(Stored data)
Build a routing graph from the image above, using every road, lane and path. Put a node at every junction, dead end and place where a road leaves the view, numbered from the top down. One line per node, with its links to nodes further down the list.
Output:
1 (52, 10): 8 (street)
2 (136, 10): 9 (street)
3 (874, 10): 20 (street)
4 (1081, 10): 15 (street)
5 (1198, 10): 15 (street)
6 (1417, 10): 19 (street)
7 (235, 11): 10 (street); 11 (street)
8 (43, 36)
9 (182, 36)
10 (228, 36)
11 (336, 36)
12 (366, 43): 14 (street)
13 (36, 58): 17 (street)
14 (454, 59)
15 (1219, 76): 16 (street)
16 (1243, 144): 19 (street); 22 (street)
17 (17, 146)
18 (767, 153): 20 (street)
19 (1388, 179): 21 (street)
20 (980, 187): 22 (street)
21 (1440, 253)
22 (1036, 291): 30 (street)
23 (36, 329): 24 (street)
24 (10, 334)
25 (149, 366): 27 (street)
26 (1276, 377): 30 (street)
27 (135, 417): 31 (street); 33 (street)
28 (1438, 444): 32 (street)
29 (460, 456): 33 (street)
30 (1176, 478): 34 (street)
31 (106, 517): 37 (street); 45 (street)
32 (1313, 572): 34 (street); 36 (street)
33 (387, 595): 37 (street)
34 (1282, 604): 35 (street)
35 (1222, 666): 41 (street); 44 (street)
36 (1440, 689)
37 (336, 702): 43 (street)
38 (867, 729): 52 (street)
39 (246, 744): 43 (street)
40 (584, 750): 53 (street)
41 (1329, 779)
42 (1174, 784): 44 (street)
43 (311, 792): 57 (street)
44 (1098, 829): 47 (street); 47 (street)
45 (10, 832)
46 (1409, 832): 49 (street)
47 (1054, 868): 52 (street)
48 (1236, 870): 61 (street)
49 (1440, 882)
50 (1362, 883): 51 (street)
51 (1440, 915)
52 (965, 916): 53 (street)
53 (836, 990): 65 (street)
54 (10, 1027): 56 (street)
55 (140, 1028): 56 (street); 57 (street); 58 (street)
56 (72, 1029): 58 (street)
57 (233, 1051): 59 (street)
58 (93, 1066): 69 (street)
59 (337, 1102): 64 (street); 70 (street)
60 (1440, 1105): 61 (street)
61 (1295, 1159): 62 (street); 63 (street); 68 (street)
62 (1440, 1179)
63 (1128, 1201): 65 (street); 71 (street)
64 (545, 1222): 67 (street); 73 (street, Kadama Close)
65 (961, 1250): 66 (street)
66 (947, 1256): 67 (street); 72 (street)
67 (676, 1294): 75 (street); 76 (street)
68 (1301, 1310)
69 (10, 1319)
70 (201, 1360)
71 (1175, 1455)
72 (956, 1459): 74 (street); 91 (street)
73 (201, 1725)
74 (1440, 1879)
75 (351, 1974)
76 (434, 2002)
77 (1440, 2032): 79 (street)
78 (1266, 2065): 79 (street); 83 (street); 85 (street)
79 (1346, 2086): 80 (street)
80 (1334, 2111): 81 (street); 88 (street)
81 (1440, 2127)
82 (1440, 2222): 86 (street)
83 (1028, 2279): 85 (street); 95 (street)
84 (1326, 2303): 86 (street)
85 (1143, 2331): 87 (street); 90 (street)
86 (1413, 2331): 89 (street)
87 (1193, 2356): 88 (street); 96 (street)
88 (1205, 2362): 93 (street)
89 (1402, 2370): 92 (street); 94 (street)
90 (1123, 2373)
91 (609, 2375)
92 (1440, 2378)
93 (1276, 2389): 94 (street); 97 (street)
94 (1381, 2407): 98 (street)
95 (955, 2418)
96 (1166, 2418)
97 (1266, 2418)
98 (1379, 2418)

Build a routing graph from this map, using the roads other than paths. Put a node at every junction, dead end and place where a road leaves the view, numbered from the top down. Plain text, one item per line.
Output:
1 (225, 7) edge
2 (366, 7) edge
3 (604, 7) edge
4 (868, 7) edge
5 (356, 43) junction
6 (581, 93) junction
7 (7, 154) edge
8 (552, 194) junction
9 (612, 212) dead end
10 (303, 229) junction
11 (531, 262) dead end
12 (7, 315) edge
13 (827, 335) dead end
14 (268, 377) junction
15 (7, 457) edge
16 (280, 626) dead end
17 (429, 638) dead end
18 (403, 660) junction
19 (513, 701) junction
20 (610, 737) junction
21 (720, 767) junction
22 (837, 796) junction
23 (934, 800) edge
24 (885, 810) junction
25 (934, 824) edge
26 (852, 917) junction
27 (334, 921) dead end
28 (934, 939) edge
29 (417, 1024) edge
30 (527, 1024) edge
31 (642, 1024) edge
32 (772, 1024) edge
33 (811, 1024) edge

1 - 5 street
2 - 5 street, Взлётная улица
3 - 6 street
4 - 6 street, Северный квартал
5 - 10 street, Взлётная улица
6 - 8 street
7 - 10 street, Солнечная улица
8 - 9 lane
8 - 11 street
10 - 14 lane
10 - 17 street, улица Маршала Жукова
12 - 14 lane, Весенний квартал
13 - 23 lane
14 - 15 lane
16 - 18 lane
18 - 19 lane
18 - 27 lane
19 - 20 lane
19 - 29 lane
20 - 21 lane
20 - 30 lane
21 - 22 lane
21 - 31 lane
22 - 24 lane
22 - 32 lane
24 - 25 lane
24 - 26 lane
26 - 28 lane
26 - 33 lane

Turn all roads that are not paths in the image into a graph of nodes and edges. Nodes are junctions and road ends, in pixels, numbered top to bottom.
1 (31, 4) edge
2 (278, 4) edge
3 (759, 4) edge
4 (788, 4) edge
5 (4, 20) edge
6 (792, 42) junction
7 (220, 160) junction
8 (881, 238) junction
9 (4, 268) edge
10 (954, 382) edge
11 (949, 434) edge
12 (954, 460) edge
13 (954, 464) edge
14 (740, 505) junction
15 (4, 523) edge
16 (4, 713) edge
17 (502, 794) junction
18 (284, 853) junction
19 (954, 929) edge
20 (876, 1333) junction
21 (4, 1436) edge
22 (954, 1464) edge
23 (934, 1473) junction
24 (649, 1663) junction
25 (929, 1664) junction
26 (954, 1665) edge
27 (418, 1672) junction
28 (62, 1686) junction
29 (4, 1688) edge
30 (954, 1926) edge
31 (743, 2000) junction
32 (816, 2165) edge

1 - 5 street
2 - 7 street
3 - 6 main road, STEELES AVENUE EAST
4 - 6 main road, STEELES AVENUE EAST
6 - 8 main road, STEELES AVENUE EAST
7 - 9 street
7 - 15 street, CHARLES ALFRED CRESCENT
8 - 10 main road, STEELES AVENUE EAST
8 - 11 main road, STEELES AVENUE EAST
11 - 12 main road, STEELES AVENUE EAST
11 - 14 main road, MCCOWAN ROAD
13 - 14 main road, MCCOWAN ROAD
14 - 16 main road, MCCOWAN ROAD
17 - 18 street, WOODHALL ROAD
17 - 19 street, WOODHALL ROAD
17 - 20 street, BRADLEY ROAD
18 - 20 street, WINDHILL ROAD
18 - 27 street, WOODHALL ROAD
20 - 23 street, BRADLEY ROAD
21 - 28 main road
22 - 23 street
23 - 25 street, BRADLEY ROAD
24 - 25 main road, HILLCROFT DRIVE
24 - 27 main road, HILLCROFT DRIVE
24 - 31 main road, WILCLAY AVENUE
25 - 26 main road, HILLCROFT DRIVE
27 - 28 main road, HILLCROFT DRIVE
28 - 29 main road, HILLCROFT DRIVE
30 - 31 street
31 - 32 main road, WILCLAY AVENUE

▸ **Task requirements**: Please copy the data in full, character for character.

▸ **Answer box**:
Build a routing graph from the image above, using every road, lane and path. Put a node at every junction, dead end and place where a road leaves the view, numbered from the top down. One line per node, with its links to nodes further down the list.
Output:
1 (52, 10): 8 (street)
2 (136, 10): 9 (street)
3 (874, 10): 20 (street)
4 (1081, 10): 15 (street)
5 (1198, 10): 15 (street)
6 (1417, 10): 19 (street)
7 (235, 11): 10 (street); 11 (street)
8 (43, 36)
9 (182, 36)
10 (228, 36)
11 (336, 36)
12 (366, 43): 14 (street)
13 (36, 58): 17 (street)
14 (454, 59)
15 (1219, 76): 16 (street)
16 (1243, 144): 19 (street); 22 (street)
17 (17, 146)
18 (767, 153): 20 (street)
19 (1388, 179): 21 (street)
20 (980, 187): 22 (street)
21 (1440, 253)
22 (1036, 291): 30 (street)
23 (36, 329): 24 (street)
24 (10, 334)
25 (149, 366): 27 (street)
26 (1276, 377): 30 (street)
27 (135, 417): 31 (street); 33 (street)
28 (1438, 444): 32 (street)
29 (460, 456): 33 (street)
30 (1176, 478): 34 (street)
31 (106, 517): 37 (street); 45 (street)
32 (1313, 572): 34 (street); 36 (street)
33 (387, 595): 37 (street)
34 (1282, 604): 35 (street)
35 (1222, 666): 41 (street); 44 (street)
36 (1440, 689)
37 (336, 702): 43 (street)
38 (867, 729): 52 (street)
39 (246, 744): 43 (street)
40 (584, 750): 53 (street)
41 (1329, 779)
42 (1174, 784): 44 (street)
43 (311, 792): 57 (street)
44 (1098, 829): 47 (street); 47 (street)
45 (10, 832)
46 (1409, 832): 49 (street)
47 (1054, 868): 52 (street)
48 (1236, 870): 61 (street)
49 (1440, 882)
50 (1362, 883): 51 (street)
51 (1440, 915)
52 (965, 916): 53 (street)
53 (836, 990): 65 (street)
54 (10, 1027): 56 (street)
55 (140, 1028): 56 (street); 57 (street); 58 (street)
56 (72, 1029): 58 (street)
57 (233, 1051): 59 (street)
58 (93, 1066): 69 (street)
59 (337, 1102): 64 (street); 70 (street)
60 (1440, 1105): 61 (street)
61 (1295, 1159): 62 (street); 63 (street); 68 (street)
62 (1440, 1179)
63 (1128, 1201): 65 (street); 71 (street)
64 (545, 1222): 67 (street); 73 (street, Kadama Close)
65 (961, 1250): 66 (street)
66 (947, 1256): 67 (street); 72 (street)
67 (676, 1294): 75 (street); 76 (street)
68 (1301, 1310)
69 (10, 1319)
70 (201, 1360)
71 (1175, 1455)
72 (956, 1459): 74 (street); 91 (street)
73 (201, 1725)
74 (1440, 1879)
75 (351, 1974)
76 (434, 2002)
77 (1440, 2032): 79 (street)
78 (1266, 2065): 79 (street); 83 (street); 85 (street)
79 (1346, 2086): 80 (street)
80 (1334, 2111): 81 (street); 88 (street)
81 (1440, 2127)
82 (1440, 2222): 86 (street)
83 (1028, 2279): 85 (street); 95 (street)
84 (1326, 2303): 86 (street)
85 (1143, 2331): 87 (street); 90 (street)
86 (1413, 2331): 89 (street)
87 (1193, 2356): 88 (street); 96 (street)
88 (1205, 2362): 93 (street)
89 (1402, 2370): 92 (street); 94 (street)
90 (1123, 2373)
91 (609, 2375)
92 (1440, 2378)
93 (1276, 2389): 94 (street); 97 (street)
94 (1381, 2407): 98 (street)
95 (955, 2418)
96 (1166, 2418)
97 (1266, 2418)
98 (1379, 2418)

Build a routing graph from this map, using the roads other than paths. Put a node at every junction, dead end and place where a road leaves the view, numbered from the top down. Plain text, one item per line.
Output:
1 (225, 7) edge
2 (366, 7) edge
3 (604, 7) edge
4 (868, 7) edge
5 (356, 43) junction
6 (581, 93) junction
7 (7, 154) edge
8 (552, 194) junction
9 (612, 212) dead end
10 (303, 229) junction
11 (531, 262) dead end
12 (7, 315) edge
13 (827, 335) dead end
14 (268, 377) junction
15 (7, 457) edge
16 (280, 626) dead end
17 (429, 638) dead end
18 (403, 660) junction
19 (513, 701) junction
20 (610, 737) junction
21 (720, 767) junction
22 (837, 796) junction
23 (934, 800) edge
24 (885, 810) junction
25 (934, 824) edge
26 (852, 917) junction
27 (334, 921) dead end
28 (934, 939) edge
29 (417, 1024) edge
30 (527, 1024) edge
31 (642, 1024) edge
32 (772, 1024) edge
33 (811, 1024) edge

1 - 5 street
2 - 5 street, Взлётная улица
3 - 6 street
4 - 6 street, Северный квартал
5 - 10 street, Взлётная улица
6 - 8 street
7 - 10 street, Солнечная улица
8 - 9 lane
8 - 11 street
10 - 14 lane
10 - 17 street, улица Маршала Жукова
12 - 14 lane, Весенний квартал
13 - 23 lane
14 - 15 lane
16 - 18 lane
18 - 19 lane
18 - 27 lane
19 - 20 lane
19 - 29 lane
20 - 21 lane
20 - 30 lane
21 - 22 lane
21 - 31 lane
22 - 24 lane
22 - 32 lane
24 - 25 lane
24 - 26 lane
26 - 28 lane
26 - 33 lane

Turn all roads that are not paths in the image into a graph of nodes and edges. Nodes are junctions and road ends, in pixels, numbered top to bottom.
1 (31, 4) edge
2 (278, 4) edge
3 (759, 4) edge
4 (788, 4) edge
5 (4, 20) edge
6 (792, 42) junction
7 (220, 160) junction
8 (881, 238) junction
9 (4, 268) edge
10 (954, 382) edge
11 (949, 434) edge
12 (954, 460) edge
13 (954, 464) edge
14 (740, 505) junction
15 (4, 523) edge
16 (4, 713) edge
17 (502, 794) junction
18 (284, 853) junction
19 (954, 929) edge
20 (876, 1333) junction
21 (4, 1436) edge
22 (954, 1464) edge
23 (934, 1473) junction
24 (649, 1663) junction
25 (929, 1664) junction
26 (954, 1665) edge
27 (418, 1672) junction
28 (62, 1686) junction
29 (4, 1688) edge
30 (954, 1926) edge
31 (743, 2000) junction
32 (816, 2165) edge

1 - 5 street
2 - 7 street
3 - 6 main road, STEELES AVENUE EAST
4 - 6 main road, STEELES AVENUE EAST
6 - 8 main road, STEELES AVENUE EAST
7 - 9 street
7 - 15 street, CHARLES ALFRED CRESCENT
8 - 10 main road, STEELES AVENUE EAST
8 - 11 main road, STEELES AVENUE EAST
11 - 12 main road, STEELES AVENUE EAST
11 - 14 main road, MCCOWAN ROAD
13 - 14 main road, MCCOWAN ROAD
14 - 16 main road, MCCOWAN ROAD
17 - 18 street, WOODHALL ROAD
17 - 19 street, WOODHALL ROAD
17 - 20 street, BRADLEY ROAD
18 - 20 street, WINDHILL ROAD
18 - 27 street, WOODHALL ROAD
20 - 23 street, BRADLEY ROAD
21 - 28 main road
22 - 23 street
23 - 25 street, BRADLEY ROAD
24 - 25 main road, HILLCROFT DRIVE
24 - 27 main road, HILLCROFT DRIVE
24 - 31 main road, WILCLAY AVENUE
25 - 26 main road, HILLCROFT DRIVE
27 - 28 main road, HILLCROFT DRIVE
28 - 29 main road, HILLCROFT DRIVE
30 - 31 street
31 - 32 main road, WILCLAY AVENUE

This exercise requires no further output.